Data extracts:
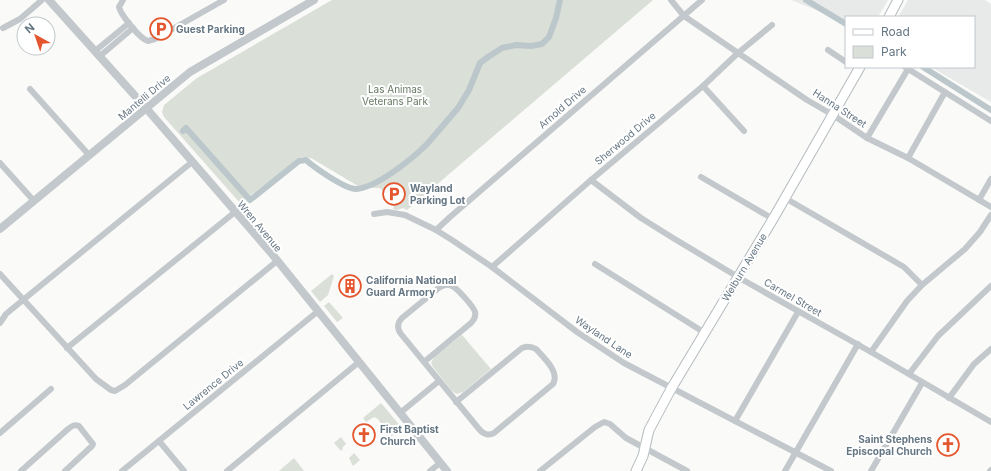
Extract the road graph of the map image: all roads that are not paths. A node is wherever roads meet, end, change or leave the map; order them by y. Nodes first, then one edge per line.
1 (42, 0) edge
2 (49, 0) edge
3 (123, 0) edge
4 (224, 0) edge
5 (670, 0) edge
6 (702, 0) edge
7 (898, 0) edge
8 (309, 1) edge
9 (684, 16) junction
10 (890, 16) edge
11 (129, 22) junction
12 (772, 25) dead end
13 (3, 28) dead end
14 (133, 28) junction
15 (828, 50) dead end
16 (738, 53) junction
17 (97, 54) junction
18 (845, 61) edge
19 (857, 68) edge
20 (906, 68) edge
21 (703, 86) junction
22 (30, 89) dead end
23 (945, 92) junction
24 (146, 108) junction
25 (833, 115) junction
26 (991, 121) edge
27 (744, 131) dead end
28 (867, 138) junction
29 (89, 156) junction
30 (908, 158) junction
31 (192, 162) junction
32 (0, 163) edge
33 (701, 176) dead end
34 (991, 179) edge
35 (591, 180) junction
36 (785, 198) junction
37 (979, 200) junction
38 (34, 201) junction
39 (991, 207) edge
40 (235, 212) junction
41 (374, 214) dead end
42 (991, 216) edge
43 (773, 219) junction
44 (0, 229) edge
45 (436, 230) junction
46 (277, 261) junction
47 (595, 264) dead end
48 (492, 267) junction
49 (0, 274) edge
50 (738, 277) junction
51 (922, 285) junction
52 (991, 286) edge
53 (24, 299) junction
54 (318, 312) junction
55 (798, 312) junction
56 (0, 323) edge
57 (705, 333) junction
58 (858, 344) junction
59 (67, 348) junction
60 (991, 349) edge
61 (871, 352) junction
62 (359, 362) junction
63 (424, 362) junction
64 (909, 374) junction
65 (439, 381) junction
66 (922, 383) junction
67 (50, 389) dead end
68 (671, 389) junction
69 (949, 398) junction
70 (456, 402) junction
71 (400, 413) junction
72 (735, 421) junction
73 (991, 422) edge
74 (0, 433) edge
75 (159, 441) junction
76 (645, 448) junction
77 (795, 452) junction
78 (440, 462) junction
79 (21, 471) edge
80 (65, 471) edge
81 (122, 471) edge
82 (184, 471) edge
83 (227, 471) edge
84 (430, 471) edge
85 (447, 471) edge
86 (540, 471) edge
87 (636, 471) edge
88 (687, 471) edge
89 (785, 471) edge
90 (830, 471) edge
91 (872, 471) edge

1 - 13 street
2 - 17 street, Wren Avenue
3 - 11 street
4 - 14 street
5 - 9 street, Hanna Street
6 - 9 street, Arnold Drive
7 - 10 main road
8 - 24 street, Mantelli Drive
9 - 16 street, Hanna Street
9 - 45 street, Arnold Drive
11 - 14 street
11 - 17 street
12 - 16 street, Sherwood Drive
14 - 17 street
15 - 18 street
16 - 21 street, Sherwood Drive
16 - 25 street, Hanna Street
17 - 24 street, Wren Avenue
19 - 25 main road, Welburn Avenue
20 - 23 street
20 - 28 street
21 - 27 street
21 - 35 street, Sherwood Drive
22 - 29 street
23 - 26 street
23 - 30 street
24 - 29 street, Mantelli Drive
24 - 31 street, Wren Avenue
25 - 28 street, Hanna Street
25 - 36 main road, Welburn Avenue
28 - 30 street, Hanna Street
29 - 38 street, Mantelli Drive
30 - 37 street, Hanna Street
31 - 40 street, Wren Avenue
31 - 53 street
32 - 38 street
33 - 43 street
34 - 37 street
35 - 48 street, Sherwood Drive
35 - 50 street, Carmel Street
36 - 43 main road, Welburn Avenue
36 - 51 street
37 - 39 street, Hanna Street
38 - 44 street, Mantelli Drive
40 - 46 street, Wren Avenue
40 - 59 street
41 - 45 street, Wayland Lane
42 - 51 street
43 - 50 main road, Welburn Avenue
45 - 48 street, Wayland Lane
46 - 54 street, Wren Avenue
46 - 59 street
47 - 57 street
48 - 68 street, Wayland Lane
49 - 53 street
50 - 55 street, Carmel Street
50 - 57 main road, Welburn Avenue
51 - 61 street
52 - 64 street
53 - 56 street
53 - 59 street
54 - 62 street, Wren Avenue
54 - 75 street, Lawrence Drive
55 - 58 street, Carmel Street
55 - 72 street
57 - 68 main road, Welburn Avenue
58 - 61 street, Carmel Street
58 - 77 street
60 - 69 street
61 - 64 street, Carmel Street
62 - 71 street, Wren Avenue
62 - 83 street
63 - 63 street
63 - 65 street
64 - 66 street, Carmel Street
65 - 70 street
65 - 71 street
66 - 69 street, Carmel Street
66 - 91 street
67 - 74 street
68 - 72 street, Wayland Lane
68 - 76 main road, Welburn Avenue
69 - 73 street, Carmel Street
70 - 70 street
71 - 78 street, Wren Avenue
72 - 77 street, Wayland Lane
75 - 81 street, Lawrence Drive
75 - 82 street
76 - 86 street
76 - 87 main road, Welburn Avenue
76 - 88 street
77 - 89 street
77 - 90 street, Wayland Lane
78 - 84 street
78 - 85 street, Wren Avenue
79 - 80 street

Work to be completed: The answer must consist of each line from the data that includes the string "Carmel".

Expected answer:
35 - 50 street, Carmel Street
50 - 55 street, Carmel Street
55 - 58 street, Carmel Street
58 - 61 street, Carmel Street
61 - 64 street, Carmel Street
64 - 66 street, Carmel Street
66 - 69 street, Carmel Street
69 - 73 street, Carmel Street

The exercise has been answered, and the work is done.